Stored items
::::::::
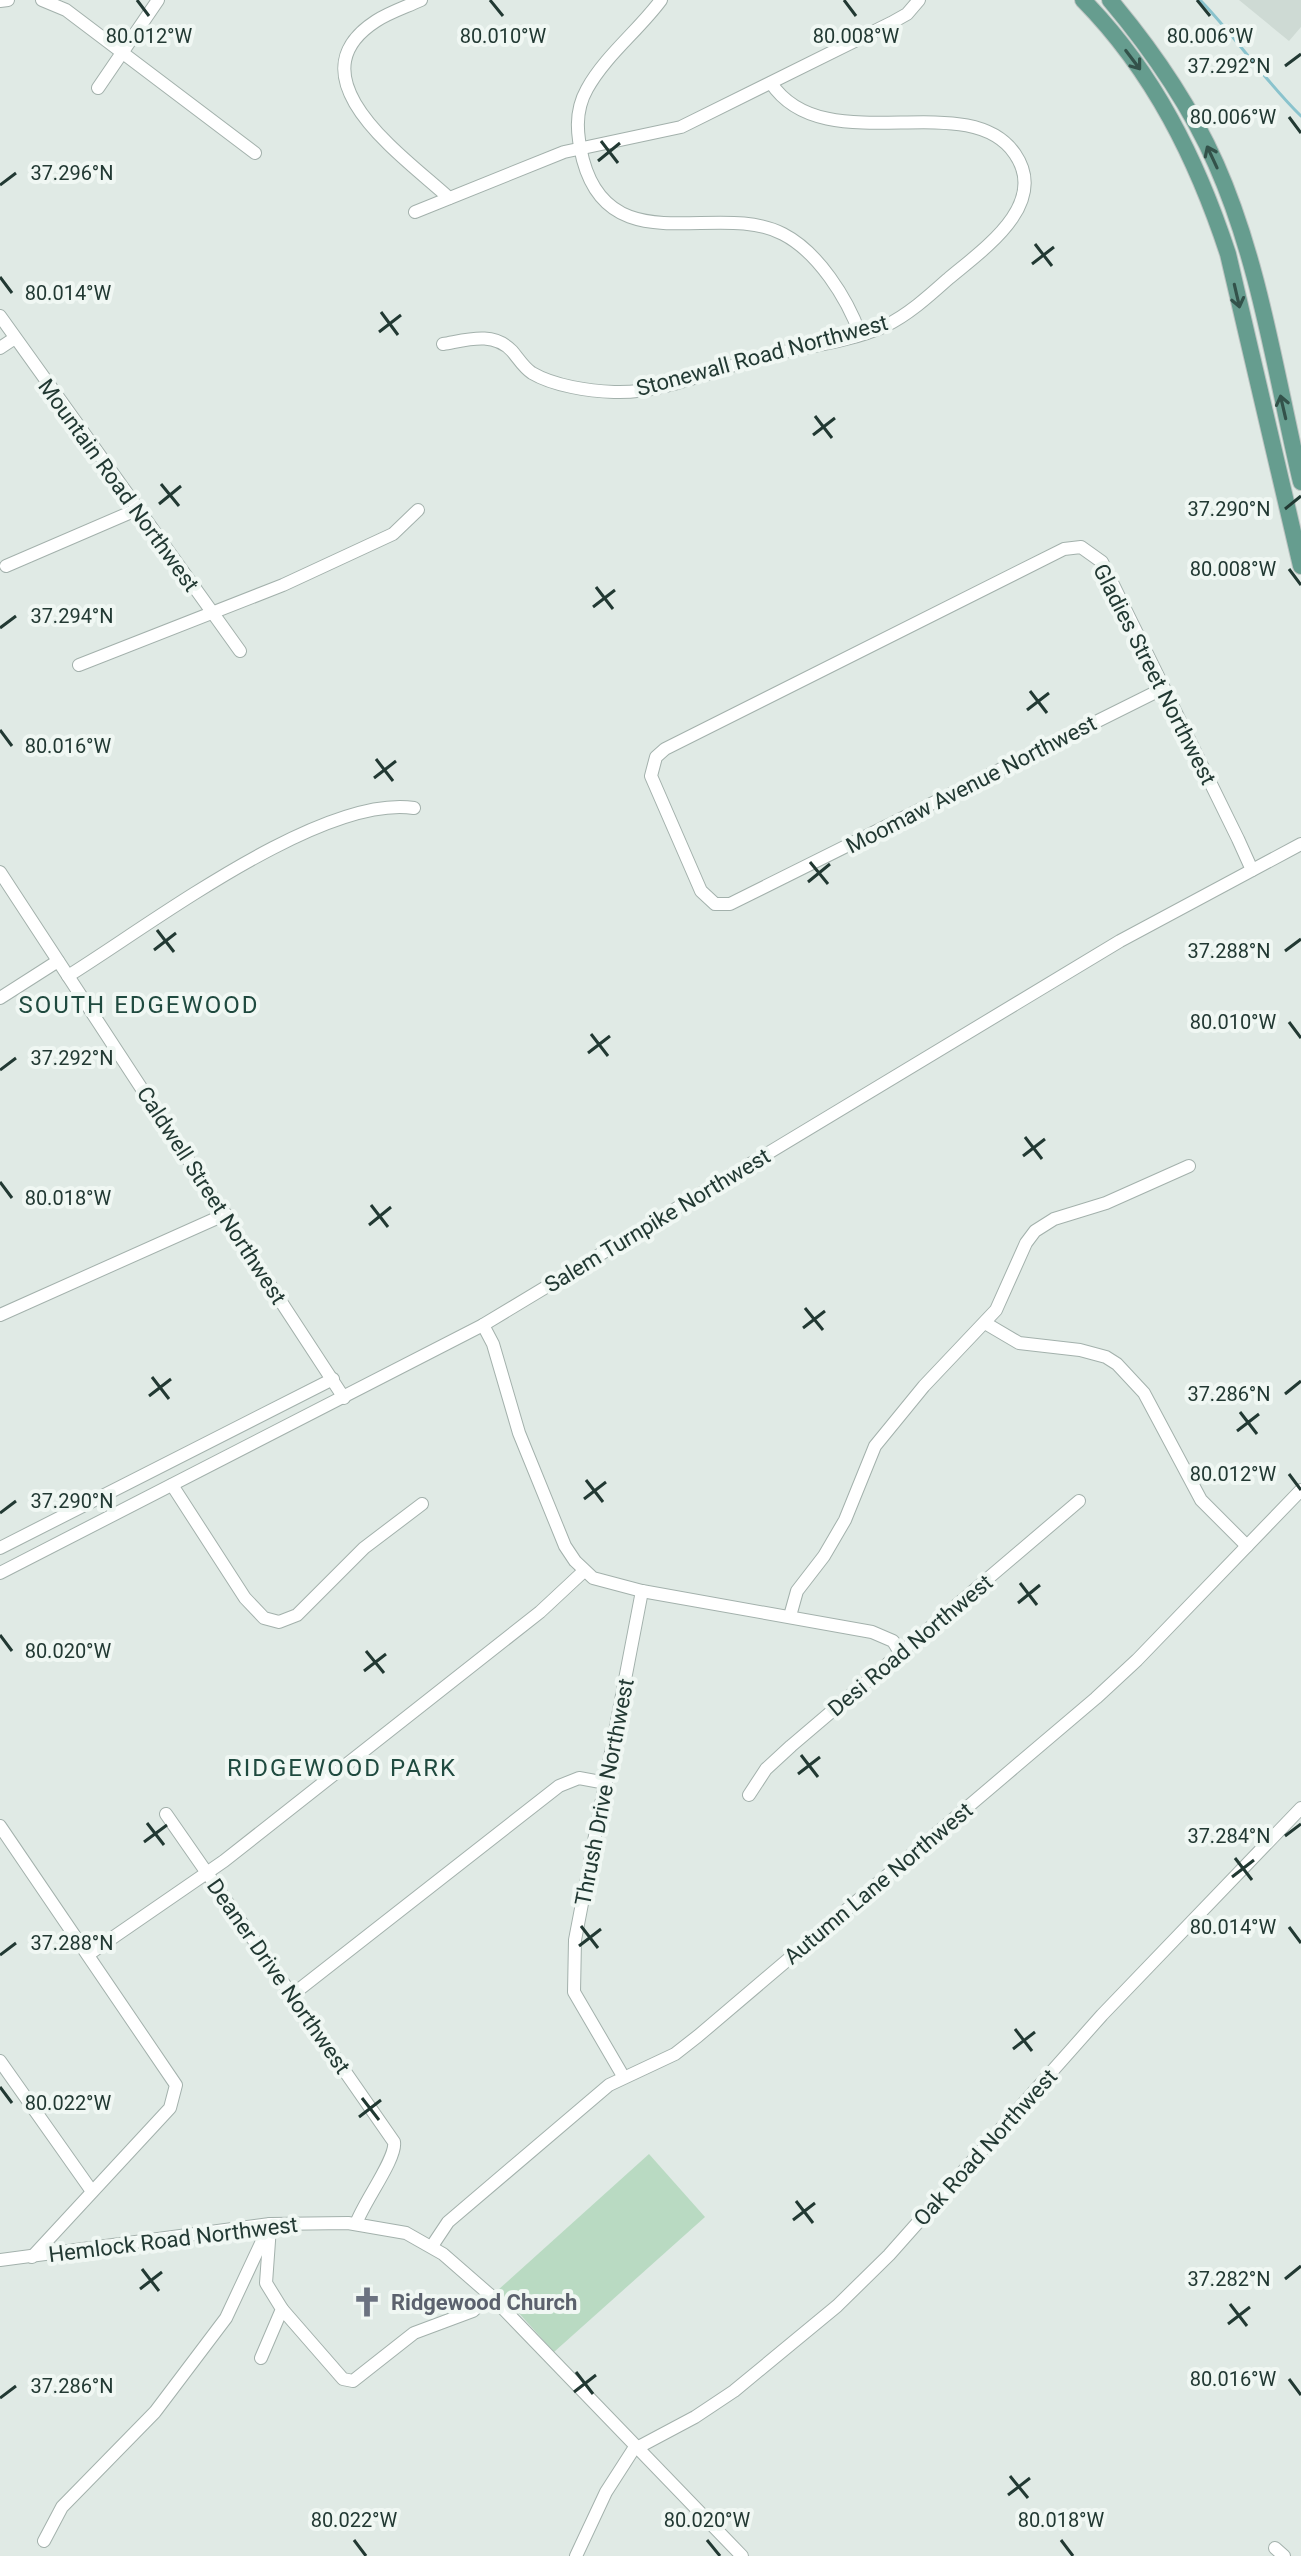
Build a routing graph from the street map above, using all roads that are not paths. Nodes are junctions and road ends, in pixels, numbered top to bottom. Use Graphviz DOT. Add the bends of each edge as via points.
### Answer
graph roads {
  1 [pos="8,0"];
  2 [pos="42,0"];
  3 [pos="158,0"];
  4 [pos="421,0"];
  5 [pos="661,0"];
  6 [pos="919,0"];
  7 [pos="1083,0"];
  8 [pos="1110,0"];
  9 [pos="0,1"];
  10 [pos="123,52"];
  11 [pos="771,83"];
  12 [pos="98,88"];
  13 [pos="580,148"];
  14 [pos="255,153"];
  15 [pos="449,198"];
  16 [pos="415,212"];
  17 [pos="0,316"];
  18 [pos="860,334"];
  19 [pos="15,338"];
  20 [pos="443,344"];
  21 [pos="0,348"];
  22 [pos="1301,482"];
  23 [pos="136,510"];
  24 [pos="418,510"];
  25 [pos="6,566"];
  26 [pos="1301,566"];
  27 [pos="211,613"];
  28 [pos="240,651"];
  29 [pos="79,665"];
  30 [pos="1164,688"];
  31 [pos="414,808"];
  32 [pos="1301,844"];
  33 [pos="1252,870"];
  34 [pos="0,872"];
  35 [pos="735,902"];
  36 [pos="58,961"];
  37 [pos="68,976"];
  38 [pos="0,998"];
  39 [pos="1189,1166"];
  40 [pos="226,1214"];
  41 [pos="0,1315"];
  42 [pos="985,1323"];
  43 [pos="483,1325"];
  44 [pos="333,1379"];
  45 [pos="344,1398"];
  46 [pos="172,1485"];
  47 [pos="1301,1490"];
  48 [pos="1079,1501"];
  49 [pos="422,1504"];
  50 [pos="1247,1546"];
  51 [pos="0,1548"];
  52 [pos="584,1571"];
  53 [pos="0,1573"];
  54 [pos="642,1591"];
  55 [pos="790,1616"];
  56 [pos="901,1654"];
  57 [pos="606,1783"];
  58 [pos="749,1795"];
  59 [pos="1301,1808"];
  60 [pos="166,1814"];
  61 [pos="0,1826"];
  62 [pos="207,1871"];
  63 [pos="89,1954"];
  64 [pos="292,1995"];
  65 [pos="0,2061"];
  66 [pos="623,2076"];
  67 [pos="91,2190"];
  68 [pos="270,2224"];
  69 [pos="356,2224"];
  70 [pos="432,2246"];
  71 [pos="32,2257"];
  72 [pos="0,2260"];
  73 [pos="490,2295"];
  74 [pos="282,2309"];
  75 [pos="261,2358"];
  76 [pos="637,2448"];
  77 [pos="44,2541"];
  78 [pos="576,2556"];
  79 [pos="742,2556"];
  1 -- 9 [label="street"];
  2 -- 10 [label="street" via="66,10"];
  3 -- 10 [label="street"];
  4 -- 15 [label="street" via="374,22 356,40 348,56 345,86 364,119"];
  5 -- 13 [label="street" via="586,91 578,118"];
  6 -- 11 [label="street" via="891,23"];
  7 -- 26 [label="main road, one-way" via="1159,98 1213,208"];
  22 -- 8 [label="main road, one-way" via="1249,261 1216,164 1177,91"];
  10 -- 12 [label="street"];
  10 -- 14 [label="street"];
  11 -- 13 [label="street" via="681,127"];
  11 -- 18 [label="street, Stonewall Road Northwest" via="795,107 827,119 989,132 1006,143 1020,164 1023,194 1001,234 893,322"];
  13 -- 15 [label="street"];
  13 -- 18 [label="street" via="601,193 636,219 666,225 755,225 798,242 817,261"];
  15 -- 16 [label="street"];
  17 -- 19 [label="street, Mountain Road Northwest"];
  18 -- 20 [label="street, Stonewall Road Northwest" via="625,391 571,385 534,374 497,340"];
  19 -- 21 [label="street"];
  19 -- 23 [label="street, Mountain Road Northwest"];
  23 -- 25 [label="street"];
  23 -- 27 [label="street, Mountain Road Northwest"];
  24 -- 27 [label="street" via="393,534"];
  27 -- 28 [label="street, Mountain Road Northwest"];
  27 -- 29 [label="street"];
  30 -- 33 [label="street, Gladies Street Northwest"];
  30 -- 35 [label="street, Moomaw Avenue Northwest"];
  30 -- 35 [label="street, Gladies Street Northwest" via="1102,562 1086,548 1064,549 662,751 651,776 704,896 715,904"];
  31 -- 37 [label="street" via="376,808 297,833"];
  32 -- 33 [label="street, Salem Turnpike Northwest"];
  33 -- 43 [label="street, Salem Turnpike Northwest" via="1120,941"];
  34 -- 36 [label="street, Caldwell Street Northwest"];
  36 -- 37 [label="street, Caldwell Street Northwest"];
  36 -- 38 [label="street"];
  37 -- 40 [label="street, Caldwell Street Northwest"];
  39 -- 42 [label="street" via="1041,1226 1026,1243 1004,1296"];
  40 -- 41 [label="street"];
  40 -- 44 [label="street, Caldwell Street Northwest"];
  42 -- 50 [label="street" via="1019,1343 1080,1350 1117,1364 1144,1393 1201,1500"];
  42 -- 55 [label="street" via="875,1446 845,1520 797,1591"];
  43 -- 45 [label="street, Salem Turnpike Northwest"];
  43 -- 52 [label="street" via="548,1506 565,1546"];
  44 -- 45 [label="street, Caldwell Street Northwest"];
  44 -- 51 [label="street"];
  45 -- 46 [label="street, Salem Turnpike Northwest"];
  46 -- 49 [label="street" via="245,1598 264,1618 279,1622 297,1615 364,1548"];
  46 -- 53 [label="street, Salem Turnpike Northwest"];
  47 -- 50 [label="street, Autumn Lane Northwest"];
  48 -- 56 [label="street, Desi Road Northwest"];
  50 -- 66 [label="street, Autumn Lane Northwest" via="1117,1679 895,1870 687,2045"];
  52 -- 54 [label="street"];
  52 -- 62 [label="street" via="540,1612"];
  54 -- 55 [label="street"];
  54 -- 57 [label="street, Thrush Drive Northwest"];
  55 -- 56 [label="street" via="885,1637"];
  56 -- 58 [label="street, Desi Road Northwest" via="766,1769"];
  57 -- 64 [label="street" via="579,1778 559,1786"];
  57 -- 66 [label="street, Thrush Drive Northwest" via="575,1940 572,1982 579,2004"];
  59 -- 76 [label="street, Oak Road Northwest" via="1216,1893 837,2306 734,2391"];
  60 -- 62 [label="street, Deaner Drive Northwest"];
  61 -- 63 [label="street"];
  62 -- 63 [label="street"];
  62 -- 64 [label="street, Deaner Drive Northwest"];
  63 -- 67 [label="street" via="173,2076 176,2094 170,2108"];
  64 -- 69 [label="street, Deaner Drive Northwest" via="394,2142 394,2153"];
  65 -- 67 [label="street"];
  66 -- 70 [label="street, Autumn Lane Northwest" via="448,2222"];
  67 -- 71 [label="street"];
  68 -- 69 [label="street, Hemlock Road Northwest"];
  68 -- 71 [label="street, Hemlock Road Northwest"];
  68 -- 74 [label="street" via="266,2283"];
  68 -- 77 [label="street" via="226,2318 155,2412 62,2507"];
  69 -- 70 [label="street, Hemlock Road Northwest" via="406,2233"];
  70 -- 73 [label="street, Hemlock Road Northwest"];
  71 -- 72 [label="street, Hemlock Road Northwest"];
  73 -- 74 [label="street" via="473,2311 414,2333 353,2381 343,2379"];
  73 -- 76 [label="street, Hemlock Road Northwest"];
  74 -- 75 [label="street"];
  76 -- 78 [label="street" via="622,2463"];
  76 -- 79 [label="street, Hemlock Road Northwest"];
}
::::::::
## TASK REQUIREMENTS
All entries above are to be set down word for word, and the pictures are to be left out.

## RESPONSE TO THIS EXERCISE
Build a routing graph from the street map above, using all roads that are not paths. Nodes are junctions and road ends, in pixels, numbered top to bottom. Use Graphviz DOT. Add the bends of each edge as via points.
### Answer
graph roads {
  1 [pos="8,0"];
  2 [pos="42,0"];
  3 [pos="158,0"];
  4 [pos="421,0"];
  5 [pos="661,0"];
  6 [pos="919,0"];
  7 [pos="1083,0"];
  8 [pos="1110,0"];
  9 [pos="0,1"];
  10 [pos="123,52"];
  11 [pos="771,83"];
  12 [pos="98,88"];
  13 [pos="580,148"];
  14 [pos="255,153"];
  15 [pos="449,198"];
  16 [pos="415,212"];
  17 [pos="0,316"];
  18 [pos="860,334"];
  19 [pos="15,338"];
  20 [pos="443,344"];
  21 [pos="0,348"];
  22 [pos="1301,482"];
  23 [pos="136,510"];
  24 [pos="418,510"];
  25 [pos="6,566"];
  26 [pos="1301,566"];
  27 [pos="211,613"];
  28 [pos="240,651"];
  29 [pos="79,665"];
  30 [pos="1164,688"];
  31 [pos="414,808"];
  32 [pos="1301,844"];
  33 [pos="1252,870"];
  34 [pos="0,872"];
  35 [pos="735,902"];
  36 [pos="58,961"];
  37 [pos="68,976"];
  38 [pos="0,998"];
  39 [pos="1189,1166"];
  40 [pos="226,1214"];
  41 [pos="0,1315"];
  42 [pos="985,1323"];
  43 [pos="483,1325"];
  44 [pos="333,1379"];
  45 [pos="344,1398"];
  46 [pos="172,1485"];
  47 [pos="1301,1490"];
  48 [pos="1079,1501"];
  49 [pos="422,1504"];
  50 [pos="1247,1546"];
  51 [pos="0,1548"];
  52 [pos="584,1571"];
  53 [pos="0,1573"];
  54 [pos="642,1591"];
  55 [pos="790,1616"];
  56 [pos="901,1654"];
  57 [pos="606,1783"];
  58 [pos="749,1795"];
  59 [pos="1301,1808"];
  60 [pos="166,1814"];
  61 [pos="0,1826"];
  62 [pos="207,1871"];
  63 [pos="89,1954"];
  64 [pos="292,1995"];
  65 [pos="0,2061"];
  66 [pos="623,2076"];
  67 [pos="91,2190"];
  68 [pos="270,2224"];
  69 [pos="356,2224"];
  70 [pos="432,2246"];
  71 [pos="32,2257"];
  72 [pos="0,2260"];
  73 [pos="490,2295"];
  74 [pos="282,2309"];
  75 [pos="261,2358"];
  76 [pos="637,2448"];
  77 [pos="44,2541"];
  78 [pos="576,2556"];
  79 [pos="742,2556"];
  1 -- 9 [label="street"];
  2 -- 10 [label="street" via="66,10"];
  3 -- 10 [label="street"];
  4 -- 15 [label="street" via="374,22 356,40 348,56 345,86 364,119"];
  5 -- 13 [label="street" via="586,91 578,118"];
  6 -- 11 [label="street" via="891,23"];
  7 -- 26 [label="main road, one-way" via="1159,98 1213,208"];
  22 -- 8 [label="main road, one-way" via="1249,261 1216,164 1177,91"];
  10 -- 12 [label="street"];
  10 -- 14 [label="street"];
  11 -- 13 [label="street" via="681,127"];
  11 -- 18 [label="street, Stonewall Road Northwest" via="795,107 827,119 989,132 1006,143 1020,164 1023,194 1001,234 893,322"];
  13 -- 15 [label="street"];
  13 -- 18 [label="street" via="601,193 636,219 666,225 755,225 798,242 817,261"];
  15 -- 16 [label="street"];
  17 -- 19 [label="street, Mountain Road Northwest"];
  18 -- 20 [label="street, Stonewall Road Northwest" via="625,391 571,385 534,374 497,340"];
  19 -- 21 [label="street"];
  19 -- 23 [label="street, Mountain Road Northwest"];
  23 -- 25 [label="street"];
  23 -- 27 [label="street, Mountain Road Northwest"];
  24 -- 27 [label="street" via="393,534"];
  27 -- 28 [label="street, Mountain Road Northwest"];
  27 -- 29 [label="street"];
  30 -- 33 [label="street, Gladies Street Northwest"];
  30 -- 35 [label="street, Moomaw Avenue Northwest"];
  30 -- 35 [label="street, Gladies Street Northwest" via="1102,562 1086,548 1064,549 662,751 651,776 704,896 715,904"];
  31 -- 37 [label="street" via="376,808 297,833"];
  32 -- 33 [label="street, Salem Turnpike Northwest"];
  33 -- 43 [label="street, Salem Turnpike Northwest" via="1120,941"];
  34 -- 36 [label="street, Caldwell Street Northwest"];
  36 -- 37 [label="street, Caldwell Street Northwest"];
  36 -- 38 [label="street"];
  37 -- 40 [label="street, Caldwell Street Northwest"];
  39 -- 42 [label="street" via="1041,1226 1026,1243 1004,1296"];
  40 -- 41 [label="street"];
  40 -- 44 [label="street, Caldwell Street Northwest"];
  42 -- 50 [label="street" via="1019,1343 1080,1350 1117,1364 1144,1393 1201,1500"];
  42 -- 55 [label="street" via="875,1446 845,1520 797,1591"];
  43 -- 45 [label="street, Salem Turnpike Northwest"];
  43 -- 52 [label="street" via="548,1506 565,1546"];
  44 -- 45 [label="street, Caldwell Street Northwest"];
  44 -- 51 [label="street"];
  45 -- 46 [label="street, Salem Turnpike Northwest"];
  46 -- 49 [label="street" via="245,1598 264,1618 279,1622 297,1615 364,1548"];
  46 -- 53 [label="street, Salem Turnpike Northwest"];
  47 -- 50 [label="street, Autumn Lane Northwest"];
  48 -- 56 [label="street, Desi Road Northwest"];
  50 -- 66 [label="street, Autumn Lane Northwest" via="1117,1679 895,1870 687,2045"];
  52 -- 54 [label="street"];
  52 -- 62 [label="street" via="540,1612"];
  54 -- 55 [label="street"];
  54 -- 57 [label="street, Thrush Drive Northwest"];
  55 -- 56 [label="street" via="885,1637"];
  56 -- 58 [label="street, Desi Road Northwest" via="766,1769"];
  57 -- 64 [label="street" via="579,1778 559,1786"];
  57 -- 66 [label="street, Thrush Drive Northwest" via="575,1940 572,1982 579,2004"];
  59 -- 76 [label="street, Oak Road Northwest" via="1216,1893 837,2306 734,2391"];
  60 -- 62 [label="street, Deaner Drive Northwest"];
  61 -- 63 [label="street"];
  62 -- 63 [label="street"];
  62 -- 64 [label="street, Deaner Drive Northwest"];
  63 -- 67 [label="street" via="173,2076 176,2094 170,2108"];
  64 -- 69 [label="street, Deaner Drive Northwest" via="394,2142 394,2153"];
  65 -- 67 [label="street"];
  66 -- 70 [label="street, Autumn Lane Northwest" via="448,2222"];
  67 -- 71 [label="street"];
  68 -- 69 [label="street, Hemlock Road Northwest"];
  68 -- 71 [label="street, Hemlock Road Northwest"];
  68 -- 74 [label="street" via="266,2283"];
  68 -- 77 [label="street" via="226,2318 155,2412 62,2507"];
  69 -- 70 [label="street, Hemlock Road Northwest" via="406,2233"];
  70 -- 73 [label="street, Hemlock Road Northwest"];
  71 -- 72 [label="street, Hemlock Road Northwest"];
  73 -- 74 [label="street" via="473,2311 414,2333 353,2381 343,2379"];
  73 -- 76 [label="street, Hemlock Road Northwest"];
  74 -- 75 [label="street"];
  76 -- 78 [label="street" via="622,2463"];
  76 -- 79 [label="street, Hemlock Road Northwest"];
}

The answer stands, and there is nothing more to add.